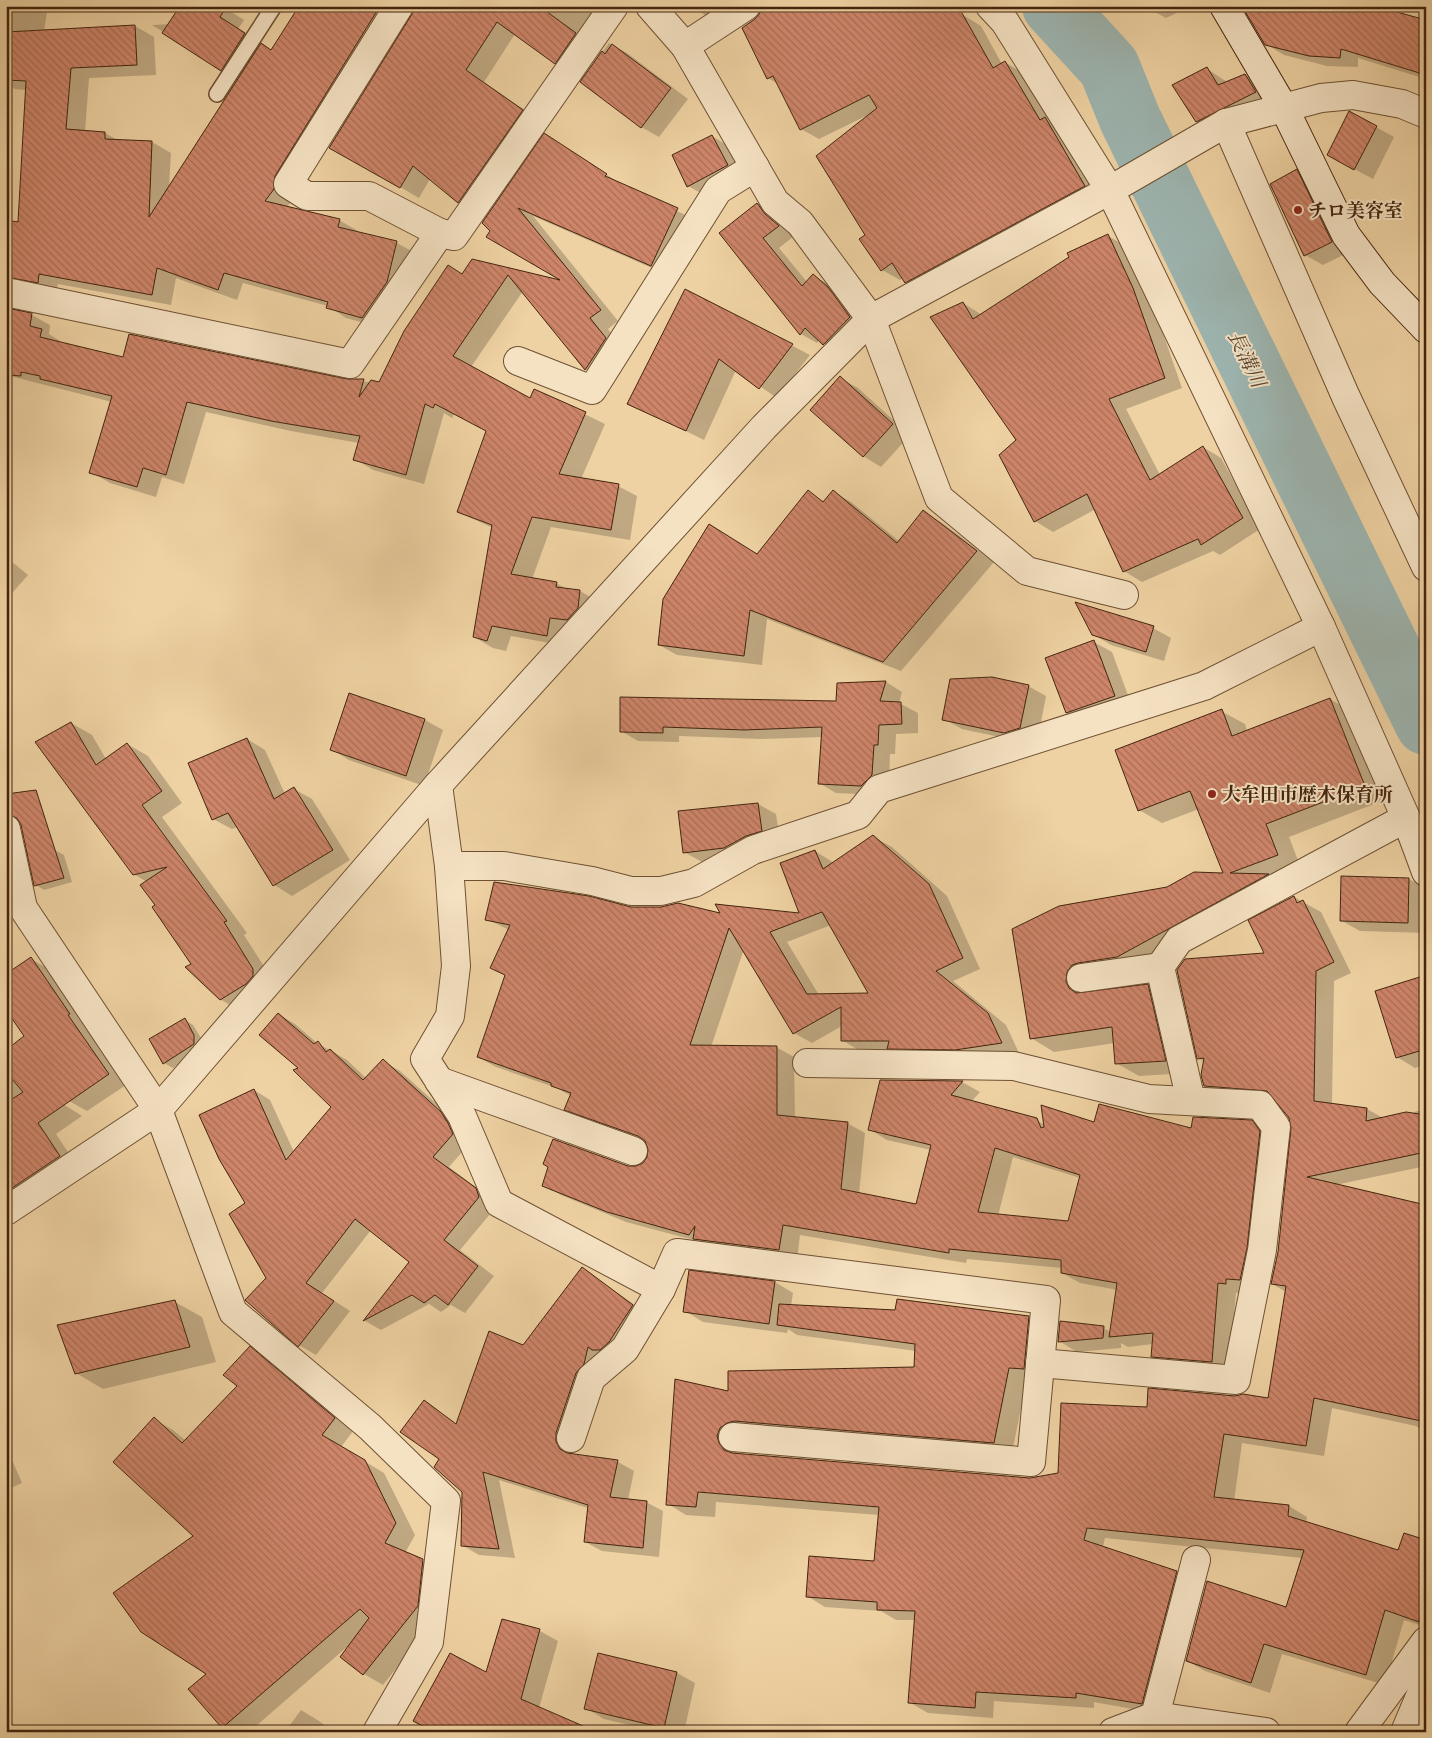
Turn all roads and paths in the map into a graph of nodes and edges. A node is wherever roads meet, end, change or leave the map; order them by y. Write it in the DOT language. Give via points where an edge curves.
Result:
graph roads {
  1 [pos="274,6"];
  2 [pos="399,6"];
  3 [pos="614,6"];
  4 [pos="650,6"];
  5 [pos="746,6"];
  6 [pos="990,6"];
  7 [pos="1224,6"];
  8 [pos="685,46"];
  9 [pos="217,94"];
  10 [pos="1284,110"];
  11 [pos="1426,114"];
  12 [pos="1226,123"];
  13 [pos="754,167"];
  14 [pos="1110,190"];
  15 [pos="440,233"];
  16 [pos="6,292"];
  17 [pos="872,319"];
  18 [pos="1426,329"];
  19 [pos="518,361"];
  20 [pos="1426,567"];
  21 [pos="1124,595"];
  22 [pos="1321,627"];
  23 [pos="438,785"];
  24 [pos="1406,818"];
  25 [pos="6,830"];
  26 [pos="449,866"];
  27 [pos="1426,872"];
  28 [pos="15,912"];
  29 [pos="1160,967"];
  30 [pos="1081,978"];
  31 [pos="807,1063"];
  32 [pos="440,1081"];
  33 [pos="1191,1101"];
  34 [pos="158,1110"];
  35 [pos="633,1151"];
  36 [pos="6,1211"];
  37 [pos="661,1289"];
  38 [pos="1040,1363"];
  39 [pos="734,1437"];
  40 [pos="571,1438"];
  41 [pos="1196,1560"];
  42 [pos="1426,1641"];
  43 [pos="1426,1682"];
  44 [pos="1155,1716"];
  45 [pos="377,1732"];
  46 [pos="1112,1732"];
  47 [pos="1266,1732"];
  48 [pos="1359,1732"];
  49 [pos="1404,1732"];
  1 -- 9 [label="lane"];
  2 -- 15 [label="street" via="288,184 307,196 368,196"];
  3 -- 15 [label="street" via="454,236"];
  4 -- 8 [label="street"];
  5 -- 8 [label="street"];
  6 -- 14 [label="street" via="1005,22"];
  7 -- 10 [label="street"];
  8 -- 13 [label="street"];
  10 -- 11 [label="street" via="1321,98 1353,95 1402,104"];
  10 -- 12 [label="street"];
  10 -- 18 [label="street" via="1346,235 1382,283"];
  12 -- 14 [label="street"];
  12 -- 20 [label="street" via="1346,397"];
  13 -- 17 [label="street" via="775,202 800,222"];
  13 -- 19 [label="street" via="718,190 592,390"];
  14 -- 17 [label="street"];
  14 -- 22 [label="street"];
  15 -- 16 [label="street" via="350,364"];
  17 -- 21 [label="street" via="939,498 1027,571"];
  17 -- 23 [label="street" via="764,427"];
  22 -- 24 [label="street"];
  22 -- 26 [label="street" via="1204,686 878,789 858,815 753,850 694,883 661,891 631,891 504,866"];
  23 -- 26 [label="street"];
  23 -- 34 [label="street"];
  24 -- 27 [label="street"];
  24 -- 29 [label="street" via="1179,940"];
  25 -- 28 [label="street"];
  26 -- 32 [label="street" via="456,966 450,1016 426,1059"];
  28 -- 34 [label="street"];
  29 -- 30 [label="street"];
  29 -- 33 [label="street"];
  31 -- 33 [label="street" via="1014,1066 1149,1099"];
  32 -- 35 [label="street"];
  32 -- 37 [label="street" via="462,1116 499,1203"];
  33 -- 38 [label="street" via="1260,1105 1276,1128 1262,1250 1236,1380"];
  34 -- 36 [label="street"];
  34 -- 45 [label="street" via="233,1312 370,1426 446,1501 429,1642"];
  37 -- 38 [label="street" via="677,1253 1046,1300"];
  37 -- 40 [label="street" via="625,1349 591,1378"];
  38 -- 39 [label="street" via="1031,1462"];
  41 -- 44 [label="street"];
  42 -- 48 [label="street"];
  43 -- 49 [label="street"];
  44 -- 46 [label="street"];
  44 -- 47 [label="street"];
}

------------------------------------------------------------

● Task to carry out
In the lines above, find each one with "roads" and list it.

● Worked solution
Turn all roads and paths in the map into a graph of nodes and edges. A node is wherever roads meet, end, change or leave the map; order them by y. Write it in the DOT language. Give via points where an edge curves.
graph roads {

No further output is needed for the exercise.